Torque Converter for Ford F-150, F-250 and F-350 Trucks in Maryland
Ford truck torque converters are subject to considerable force and vibration, so choosing a heavy duty torque converter is crucial. Different levels of torque converter modification are available, so internal components can be selected to match the performance level of a diesel or gasoline engine. Weight is also a consideration, as F-250 and F-350 are generally beefier than the F-150, and are often used to haul heavier loads. Ford Trucks in Maryland can operate in temperatures over 100 degrees in the Summer, and this can affect the amount of heat within a transmission. Maryland also has its share of steep roads, which can affect transmission operation when hauling heavy loads. Here are a number of upgrades to consider for a heavy duty torque converter:
Billet Torque Converter Cover
All 4R100 and E4OD torque converters in Ford F-250 and F-350 trucks should be provided with billet steel front covers, and every performance converter you see will note the use of a billet cover. The front cover is the front side of the torque converter that sits against the engine's flywheel. The front cover has four or six studs on it, used to bolt it to the flywheel. The other side of the torque converter housing is called the pump, and faces the transmission. Billet front covers are much stronger than the stamped steel parts that they replace. They are thicker in critical areas which helps to prevent ballooning of the converter. The material is not only stronger, but also harder, so is less prone to wear in the places that are subject to it. A commonly worn area is where the outer converter clutch splines meet the cover on the inside, as shown here. A billet torque converter cover will prevent this from happening.
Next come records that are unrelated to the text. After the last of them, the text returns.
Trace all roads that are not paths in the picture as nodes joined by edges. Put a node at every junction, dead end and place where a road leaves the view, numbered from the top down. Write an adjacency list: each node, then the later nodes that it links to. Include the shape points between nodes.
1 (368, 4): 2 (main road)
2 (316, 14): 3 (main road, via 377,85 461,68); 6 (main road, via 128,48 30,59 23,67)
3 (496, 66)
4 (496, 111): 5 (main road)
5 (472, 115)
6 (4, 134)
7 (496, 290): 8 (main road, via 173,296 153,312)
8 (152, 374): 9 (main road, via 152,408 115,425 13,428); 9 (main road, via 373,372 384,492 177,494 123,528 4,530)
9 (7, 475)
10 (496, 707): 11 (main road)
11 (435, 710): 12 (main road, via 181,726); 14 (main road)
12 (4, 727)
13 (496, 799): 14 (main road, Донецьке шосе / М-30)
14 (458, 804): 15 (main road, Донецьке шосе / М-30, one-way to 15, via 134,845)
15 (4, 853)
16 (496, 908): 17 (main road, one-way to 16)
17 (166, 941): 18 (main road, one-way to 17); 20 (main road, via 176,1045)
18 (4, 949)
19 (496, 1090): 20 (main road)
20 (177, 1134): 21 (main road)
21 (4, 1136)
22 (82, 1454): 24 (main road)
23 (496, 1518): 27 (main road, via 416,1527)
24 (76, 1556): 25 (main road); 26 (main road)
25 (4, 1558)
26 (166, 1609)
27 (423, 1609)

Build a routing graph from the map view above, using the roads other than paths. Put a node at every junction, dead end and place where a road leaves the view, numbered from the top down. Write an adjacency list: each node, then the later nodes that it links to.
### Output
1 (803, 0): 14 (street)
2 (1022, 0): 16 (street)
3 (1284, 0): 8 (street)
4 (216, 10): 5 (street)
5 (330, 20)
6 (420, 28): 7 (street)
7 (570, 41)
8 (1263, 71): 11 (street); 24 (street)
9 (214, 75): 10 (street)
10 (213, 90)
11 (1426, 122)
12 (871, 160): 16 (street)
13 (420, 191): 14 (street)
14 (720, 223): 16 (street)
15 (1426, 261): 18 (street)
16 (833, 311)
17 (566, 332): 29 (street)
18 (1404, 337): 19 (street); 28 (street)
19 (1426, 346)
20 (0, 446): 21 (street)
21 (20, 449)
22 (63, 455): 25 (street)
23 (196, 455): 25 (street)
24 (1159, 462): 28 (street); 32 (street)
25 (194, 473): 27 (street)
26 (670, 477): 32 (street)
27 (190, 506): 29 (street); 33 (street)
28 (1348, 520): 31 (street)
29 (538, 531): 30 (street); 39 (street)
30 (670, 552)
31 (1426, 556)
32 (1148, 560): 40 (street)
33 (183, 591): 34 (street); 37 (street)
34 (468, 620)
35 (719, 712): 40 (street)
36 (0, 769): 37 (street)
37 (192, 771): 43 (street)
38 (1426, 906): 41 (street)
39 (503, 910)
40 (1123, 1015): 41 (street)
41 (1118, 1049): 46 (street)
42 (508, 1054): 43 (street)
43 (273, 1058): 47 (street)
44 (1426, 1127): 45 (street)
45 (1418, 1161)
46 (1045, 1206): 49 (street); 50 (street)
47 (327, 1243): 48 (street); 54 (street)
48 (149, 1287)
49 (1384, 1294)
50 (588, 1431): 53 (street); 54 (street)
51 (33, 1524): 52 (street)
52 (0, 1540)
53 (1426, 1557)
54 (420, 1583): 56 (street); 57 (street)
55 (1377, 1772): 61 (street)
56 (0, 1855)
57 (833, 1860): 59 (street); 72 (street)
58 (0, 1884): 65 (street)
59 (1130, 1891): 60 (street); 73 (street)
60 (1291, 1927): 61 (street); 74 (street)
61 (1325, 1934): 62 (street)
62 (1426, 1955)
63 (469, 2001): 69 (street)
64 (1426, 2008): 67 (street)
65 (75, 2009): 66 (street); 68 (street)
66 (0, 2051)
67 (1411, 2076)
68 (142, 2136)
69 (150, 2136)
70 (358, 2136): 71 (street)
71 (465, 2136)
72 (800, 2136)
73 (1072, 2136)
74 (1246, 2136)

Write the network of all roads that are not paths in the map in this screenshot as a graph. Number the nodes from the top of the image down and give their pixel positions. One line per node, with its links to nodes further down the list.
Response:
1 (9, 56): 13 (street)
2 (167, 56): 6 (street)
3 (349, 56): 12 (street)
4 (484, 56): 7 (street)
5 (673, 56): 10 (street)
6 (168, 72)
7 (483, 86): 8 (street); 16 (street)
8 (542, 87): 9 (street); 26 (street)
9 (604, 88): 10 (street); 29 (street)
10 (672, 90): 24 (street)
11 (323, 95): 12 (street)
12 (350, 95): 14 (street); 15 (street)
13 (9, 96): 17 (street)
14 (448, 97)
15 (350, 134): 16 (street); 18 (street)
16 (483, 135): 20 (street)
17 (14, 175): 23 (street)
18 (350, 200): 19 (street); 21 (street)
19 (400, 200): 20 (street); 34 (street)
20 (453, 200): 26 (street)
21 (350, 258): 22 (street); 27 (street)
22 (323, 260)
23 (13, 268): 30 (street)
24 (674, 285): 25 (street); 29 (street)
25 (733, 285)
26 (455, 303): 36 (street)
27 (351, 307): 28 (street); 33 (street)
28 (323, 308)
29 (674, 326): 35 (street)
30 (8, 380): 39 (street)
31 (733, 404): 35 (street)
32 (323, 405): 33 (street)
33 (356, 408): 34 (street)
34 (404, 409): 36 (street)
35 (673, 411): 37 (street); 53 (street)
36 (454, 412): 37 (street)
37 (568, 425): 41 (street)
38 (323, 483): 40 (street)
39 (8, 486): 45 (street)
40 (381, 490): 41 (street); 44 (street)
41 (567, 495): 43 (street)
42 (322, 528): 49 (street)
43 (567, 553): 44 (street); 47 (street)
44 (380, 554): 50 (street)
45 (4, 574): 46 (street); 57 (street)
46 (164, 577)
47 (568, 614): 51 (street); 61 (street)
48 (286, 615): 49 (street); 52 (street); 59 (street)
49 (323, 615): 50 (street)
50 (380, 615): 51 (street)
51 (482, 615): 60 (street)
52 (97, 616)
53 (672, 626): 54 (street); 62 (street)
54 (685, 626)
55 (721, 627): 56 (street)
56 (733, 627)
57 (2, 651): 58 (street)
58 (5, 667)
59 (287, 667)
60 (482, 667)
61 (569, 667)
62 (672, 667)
Ford Truck Torque Converter Stall Speed for Maryland
Here in Maryland, the terms tighter converter or looser converter are commonly used to describe the stall speed, but these terms can also describe the efficiency of the torque converter. Higher stall converters produce more heat than lower stall converters, so the stall speed RPM should be chosen carefully and according to the application. Hauling heavy loads in Maryland will require that the torque converter allow the engine to operate within the proper RPM range. While a lower stall converter is generally more efficient, it may drop the engine RPMs under the working powerband, which is undesirable. So when planning on towing, this needs to be considered. A good rule of thumb is to use your existing converter as a guide when choosing a new ford truck torque converter for use in Maryland or similar terrain.
Bearings To Replace Thrust Washers
Many standard thrust washers are made of special types of nylon, which are slippery enough to get the job done, but can melt from excessive heat. Most of the heat within an automatic transmission originates from the torque converter. Where possible, it is always beneficial to replace thrust washers with bearings.
Triple Disc Lockup Clutch
The lock up clutch inside the torque converter can come as a single or triple clutch configuration. In most cases, a triple disk converter can be used to replace a single disk converter, providing more holding power.
The strength of a torque converter can be increased by brazing the internal fins. Brazing is accomplished with much less heat than steel arc welding, which prevents warping of steel components. Our Ford Powerstroke torque converters are typically hand brazed with rod, which is much more reliable than furnace brazing.